I had dreamed it like this at least twice, the blood in the cabin and the ranger with a shotgun, and my stoic acceptance of the absolute aloneness. It was a place where you could feel the trees closing in after dark, a place where the ranger yelled at you because by setting foot in its territory he thought you were endangering that wolf- even if in your heart you thought of sunshine on hardwood floors and knew that he was endangering you.
For a moment, Little Red may have had the upper hand. Perhaps you can pretend that the wolf knew she couldn't really swing that ax.

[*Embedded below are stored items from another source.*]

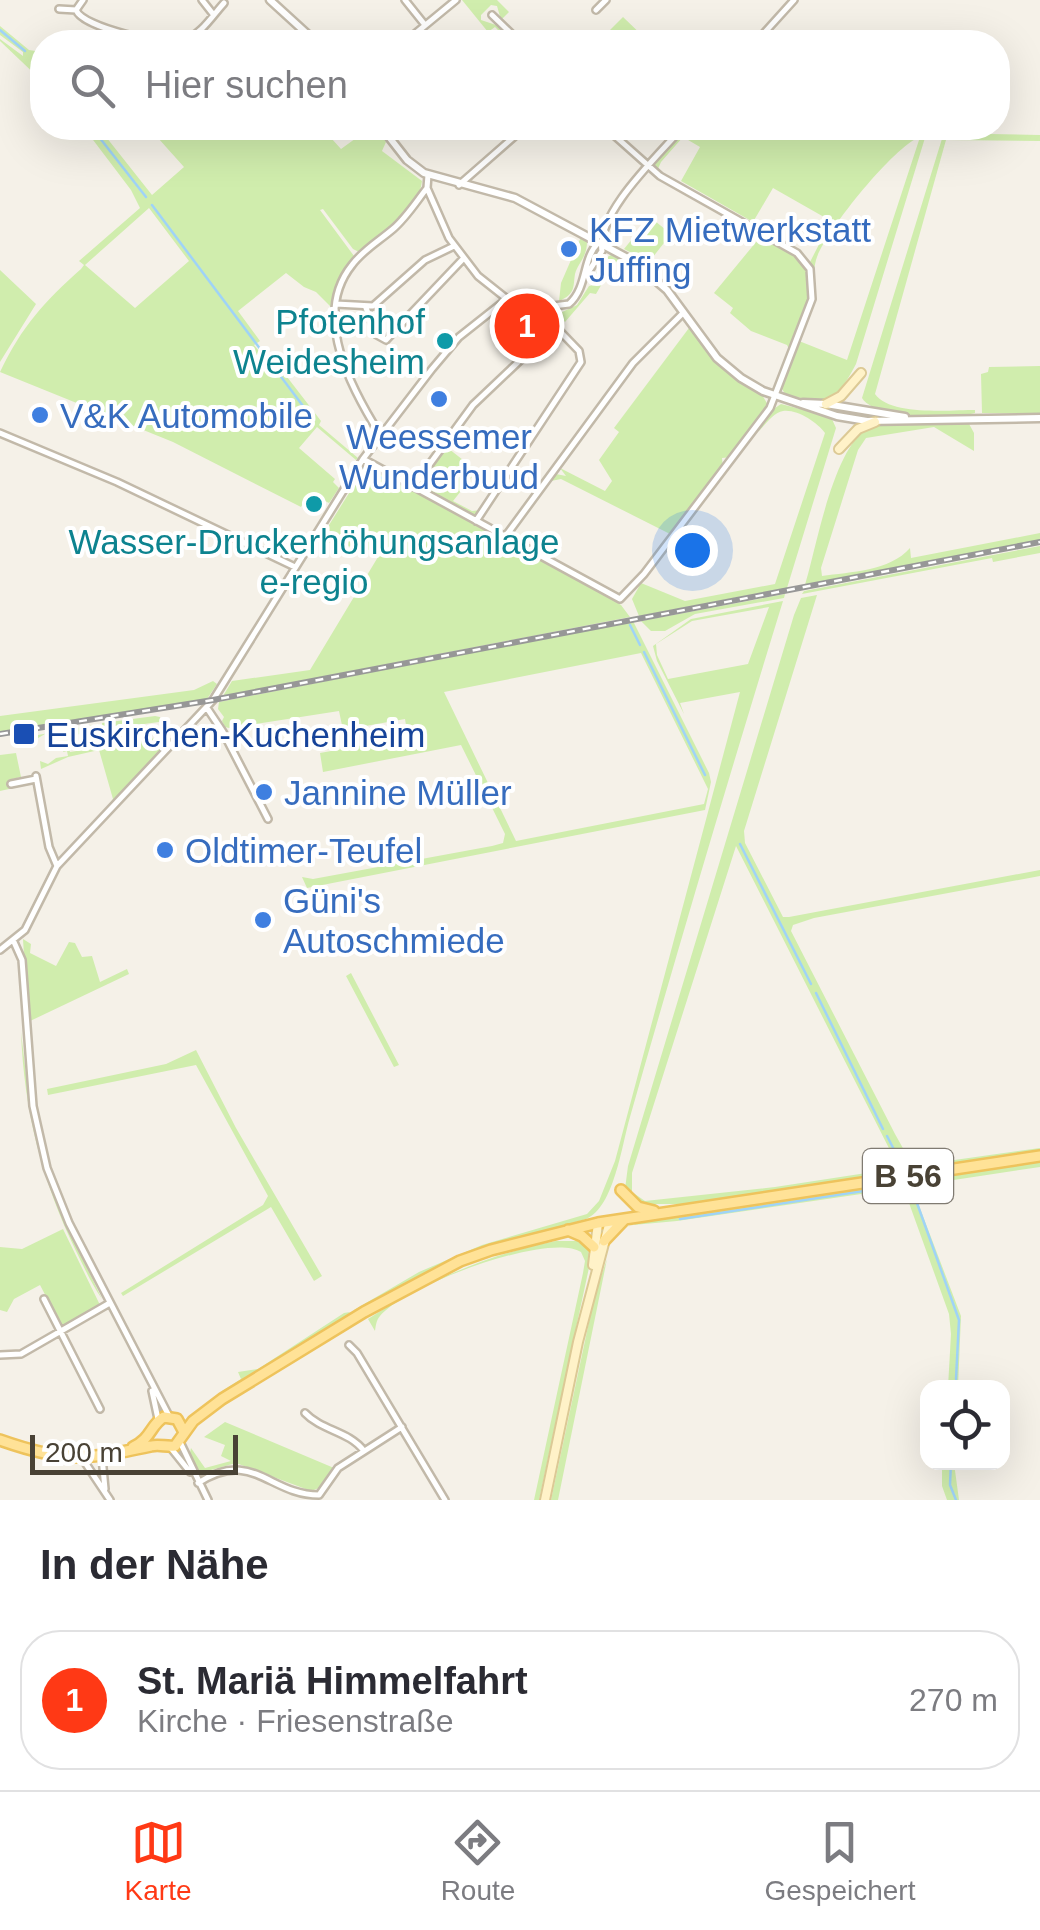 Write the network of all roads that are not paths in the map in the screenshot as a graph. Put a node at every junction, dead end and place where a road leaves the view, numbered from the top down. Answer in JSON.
{"nodes":[{"id":1,"x":83,"y":0,"type":"edge"},
{"id":2,"x":202,"y":0,"type":"edge"},
{"id":3,"x":270,"y":0,"type":"edge"},
{"id":4,"x":405,"y":0,"type":"edge"},
{"id":5,"x":456,"y":0,"type":"edge"},
{"id":6,"x":606,"y":0,"type":"edge"},
{"id":7,"x":794,"y":0,"type":"edge"},
{"id":8,"x":224,"y":3,"type":"dead end"},
{"id":9,"x":59,"y":10,"type":"dead end"},
{"id":10,"x":76,"y":10,"type":"junction"},
{"id":11,"x":596,"y":10,"type":"dead end"},
{"id":12,"x":214,"y":14,"type":"junction"},
{"id":13,"x":492,"y":14,"type":"dead end"},
{"id":14,"x":426,"y":26,"type":"junction"},
{"id":15,"x":120,"y":30,"type":"edge"},
{"id":16,"x":199,"y":30,"type":"edge"},
{"id":17,"x":303,"y":30,"type":"edge"},
{"id":18,"x":422,"y":30,"type":"edge"},
{"id":19,"x":508,"y":30,"type":"edge"},
{"id":20,"x":767,"y":30,"type":"edge"},
{"id":21,"x":391,"y":140,"type":"edge"},
{"id":22,"x":510,"y":140,"type":"edge"},
{"id":23,"x":619,"y":140,"type":"edge"},
{"id":24,"x":671,"y":140,"type":"edge"},
{"id":25,"x":647,"y":167,"type":"junction"},
{"id":26,"x":428,"y":175,"type":"junction"},
{"id":27,"x":459,"y":184,"type":"junction"},
{"id":28,"x":427,"y":188,"type":"junction"},
{"id":29,"x":600,"y":242,"type":"junction"},
{"id":30,"x":453,"y":246,"type":"junction"},
{"id":31,"x":462,"y":259,"type":"junction"},
{"id":32,"x":507,"y":298,"type":"junction"},
{"id":33,"x":336,"y":304,"type":"junction"},
{"id":34,"x":366,"y":308,"type":"junction"},
{"id":35,"x":551,"y":308,"type":"junction"},
{"id":36,"x":684,"y":313,"type":"junction"},
{"id":37,"x":553,"y":324,"type":"junction"},
{"id":38,"x":862,"y":373,"type":"dead end"},
{"id":39,"x":776,"y":396,"type":"junction"},
{"id":40,"x":800,"y":403,"type":"junction"},
{"id":41,"x":826,"y":404,"type":"junction"},
{"id":42,"x":1040,"y":418,"type":"edge"},
{"id":43,"x":911,"y":419,"type":"junction"},
{"id":44,"x":875,"y":422,"type":"junction"},
{"id":45,"x":0,"y":433,"type":"edge"},
{"id":46,"x":381,"y":436,"type":"junction"},
{"id":47,"x":839,"y":449,"type":"dead end"},
{"id":48,"x":363,"y":459,"type":"junction"},
{"id":49,"x":412,"y":487,"type":"junction"},
{"id":50,"x":476,"y":521,"type":"junction"},
{"id":51,"x":505,"y":537,"type":"junction"},
{"id":52,"x":295,"y":567,"type":"junction"},
{"id":53,"x":208,"y":708,"type":"junction"},
{"id":54,"x":10,"y":784,"type":"dead end"},
{"id":55,"x":268,"y":819,"type":"dead end"},
{"id":56,"x":57,"y":866,"type":"junction"},
{"id":57,"x":14,"y":942,"type":"junction"},
{"id":58,"x":0,"y":950,"type":"edge"},
{"id":59,"x":1040,"y":1156,"type":"edge"},
{"id":60,"x":621,"y":1190,"type":"dead end"},
{"id":61,"x":662,"y":1213,"type":"junction"},
{"id":62,"x":626,"y":1218,"type":"junction"},
{"id":63,"x":610,"y":1221,"type":"junction"},
{"id":64,"x":598,"y":1223,"type":"junction"},
{"id":65,"x":566,"y":1229,"type":"junction"},
{"id":66,"x":604,"y":1241,"type":"junction"},
{"id":67,"x":594,"y":1247,"type":"junction"},
{"id":68,"x":593,"y":1279,"type":"junction"},
{"id":69,"x":44,"y":1299,"type":"dead end"},
{"id":70,"x":108,"y":1304,"type":"junction"},
{"id":71,"x":61,"y":1333,"type":"junction"},
{"id":72,"x":349,"y":1345,"type":"dead end"},
{"id":73,"x":0,"y":1355,"type":"edge"},
{"id":74,"x":222,"y":1399,"type":"junction"},
{"id":75,"x":100,"y":1409,"type":"dead end"},
{"id":76,"x":305,"y":1413,"type":"dead end"},
{"id":77,"x":168,"y":1418,"type":"junction"},
{"id":78,"x":402,"y":1427,"type":"junction"},
{"id":79,"x":154,"y":1433,"type":"junction"},
{"id":80,"x":0,"y":1440,"type":"edge"},
{"id":81,"x":174,"y":1442,"type":"junction"},
{"id":82,"x":364,"y":1451,"type":"junction"},
{"id":83,"x":122,"y":1454,"type":"junction"},
{"id":84,"x":82,"y":1458,"type":"junction"},
{"id":85,"x":102,"y":1458,"type":"junction"},
{"id":86,"x":198,"y":1482,"type":"junction"},
{"id":87,"x":318,"y":1497,"type":"edge"},
{"id":88,"x":108,"y":1498,"type":"edge"},
{"id":89,"x":208,"y":1500,"type":"edge"},
{"id":90,"x":445,"y":1500,"type":"edge"},
{"id":91,"x":546,"y":1500,"type":"edge"}],
"edges":[{"from":1,"to":10,"type":"street"},
{"from":2,"to":12,"type":"street"},
{"from":3,"to":17,"type":"street"},
{"from":4,"to":14,"type":"street"},
{"from":5,"to":14,"type":"street"},
{"from":6,"to":11,"type":"street"},
{"from":7,"to":20,"type":"street"},
{"from":8,"to":12,"type":"street"},
{"from":9,"to":10,"type":"street"},
{"from":10,"to":15,"type":"street"},
{"from":12,"to":16,"type":"street"},
{"from":13,"to":19,"type":"street"},
{"from":14,"to":18,"type":"street"},
{"from":21,"to":26,"type":"street"},
{"from":22,"to":27,"type":"street"},
{"from":23,"to":25,"type":"street"},
{"from":24,"to":25,"type":"street"},
{"from":25,"to":29,"type":"street"},
{"from":25,"to":39,"type":"street"},
{"from":26,"to":27,"type":"street"},
{"from":26,"to":28,"type":"street"},
{"from":27,"to":29,"type":"street"},
{"from":28,"to":30,"type":"street"},
{"from":28,"to":33,"type":"street"},
{"from":29,"to":35,"type":"street"},
{"from":29,"to":36,"type":"street"},
{"from":30,"to":31,"type":"street"},
{"from":30,"to":34,"type":"street"},
{"from":31,"to":32,"type":"street"},
{"from":31,"to":34,"type":"street"},
{"from":32,"to":35,"type":"street"},
{"from":32,"to":46,"type":"street"},
{"from":33,"to":34,"type":"street"},
{"from":33,"to":46,"type":"street"},
{"from":35,"to":37,"type":"street"},
{"from":36,"to":39,"type":"street"},
{"from":36,"to":51,"type":"street"},
{"from":37,"to":49,"type":"street"},
{"from":37,"to":50,"type":"street"},
{"from":38,"to":41,"type":"main road"},
{"from":39,"to":40,"type":"street"},
{"from":39,"to":51,"type":"street"},
{"from":40,"to":41,"type":"street"},
{"from":40,"to":44,"type":"street"},
{"from":41,"to":43,"type":"street"},
{"from":42,"to":43,"type":"street"},
{"from":43,"to":44,"type":"street"},
{"from":44,"to":47,"type":"main road"},
{"from":45,"to":52,"type":"street"},
{"from":46,"to":48,"type":"street"},
{"from":48,"to":49,"type":"street"},
{"from":48,"to":52,"type":"street"},
{"from":49,"to":50,"type":"street"},
{"from":50,"to":51,"type":"street"},
{"from":52,"to":53,"type":"street"},
{"from":53,"to":55,"type":"street"},
{"from":53,"to":56,"type":"street"},
{"from":54,"to":56,"type":"street"},
{"from":56,"to":57,"type":"street"},
{"from":57,"to":58,"type":"street"},
{"from":57,"to":70,"type":"street"},
{"from":59,"to":61,"type":"main road","number":"B 56"},
{"from":60,"to":61,"type":"main road"},
{"from":61,"to":62,"type":"main road","number":"B 56"},
{"from":62,"to":63,"type":"main road","number":"B 56"},
{"from":62,"to":66,"type":"main road"},
{"from":63,"to":64,"type":"main road","number":"B 56"},
{"from":63,"to":66,"type":"main road"},
{"from":64,"to":65,"type":"main road","number":"B 56"},
{"from":64,"to":67,"type":"main road"},
{"from":65,"to":67,"type":"main road"},
{"from":65,"to":74,"type":"main road","number":"B 56"},
{"from":66,"to":68,"type":"main road"},
{"from":67,"to":68,"type":"main road"},
{"from":68,"to":91,"type":"main road"},
{"from":69,"to":71,"type":"street"},
{"from":70,"to":71,"type":"street"},
{"from":70,"to":77,"type":"street"},
{"from":71,"to":73,"type":"street"},
{"from":71,"to":75,"type":"street"},
{"from":72,"to":78,"type":"street"},
{"from":74,"to":77,"type":"main road","number":"B 56"},
{"from":74,"to":81,"type":"main road","number":"B 56"},
{"from":76,"to":82,"type":"street"},
{"from":77,"to":79,"type":"main road"},
{"from":77,"to":81,"type":"main road"},
{"from":78,"to":82,"type":"street"},
{"from":78,"to":90,"type":"street"},
{"from":79,"to":81,"type":"main road"},
{"from":79,"to":83,"type":"main road","number":"B 56"},
{"from":80,"to":84,"type":"main road","number":"B 56"},
{"from":81,"to":83,"type":"main road","number":"B 56"},
{"from":81,"to":86,"type":"street"},
{"from":82,"to":87,"type":"street"},
{"from":83,"to":85,"type":"main road","number":"B 56"},
{"from":84,"to":85,"type":"main road","number":"B 56"},
{"from":84,"to":88,"type":"street"},
{"from":85,"to":88,"type":"street"},
{"from":86,"to":87,"type":"street"},
{"from":86,"to":89,"type":"street"}]}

Perhaps you can pretend that she would have. But none of that seems relevant any longer. The grief of it is stale, old, and only dreams or certain situations can bring that frost bite back.
This December, I will by wares from someone- a dreamcatcher, a necklace made of feathers, a woolen blanket to keep me warm. I will hand him my money, and those eyes will level with mine, and just for a second I will wonder what he would think if he knew- if that clearing flashed before his eyes as it did mine, if he heard that howling and the sweetest sadness of la tua cantante. Or if I'm just crazy after all.

I know some things for sure. I know it was dark outside, and the snow covered everything like a thick blanket, muffling sound. And that I lay on the bed in the dark for quite some time, staring blankly out the window, with that poem trembling on my lips:
"Whose woods are these I think I know
his house is in the village, though
he will not mind me stopping here
to watch his woods fill up with snow.
The woods are lovely, dark, and deep
but I've got promises to keep
And miles to go before I sleep
And miles to go before I sleep.
And I know that I said nothing as I tripped and fell, collapsing on that summer ground. I lay there too for some time with naught a word on my lips, cheek pressed to the dirt and leaves, just breathing. There would be no rescue for me, I would have to pick myself up and walk the three miles home. But this. . .
I wished the earth would swallow me in one painless disappearance. All the world was at peace in that forest, no wolf to prowl or tempt.
"Death is easy.
Life is harder."
I got up. I went home. I stripped down and relished in the mud caked on my body, I remembered him and thought and reached no conclusion whatever.
I know these things: the seasons change, we walked in that place together, and I bought the porcelain figure of a child I could never have.
What I on't know is how to answer this question: How did you like the movie?
I can't. I was a movie. It had nothing and everything to do with some deep dark part of me that should stay untainted by one-star criticism. I don't want to think about it too hard. But you keep asking me, and you may as well ask this question: How cold was that winter?
It was warm when he was there. It was freezing when he wasn't. I'm still looking for an answer.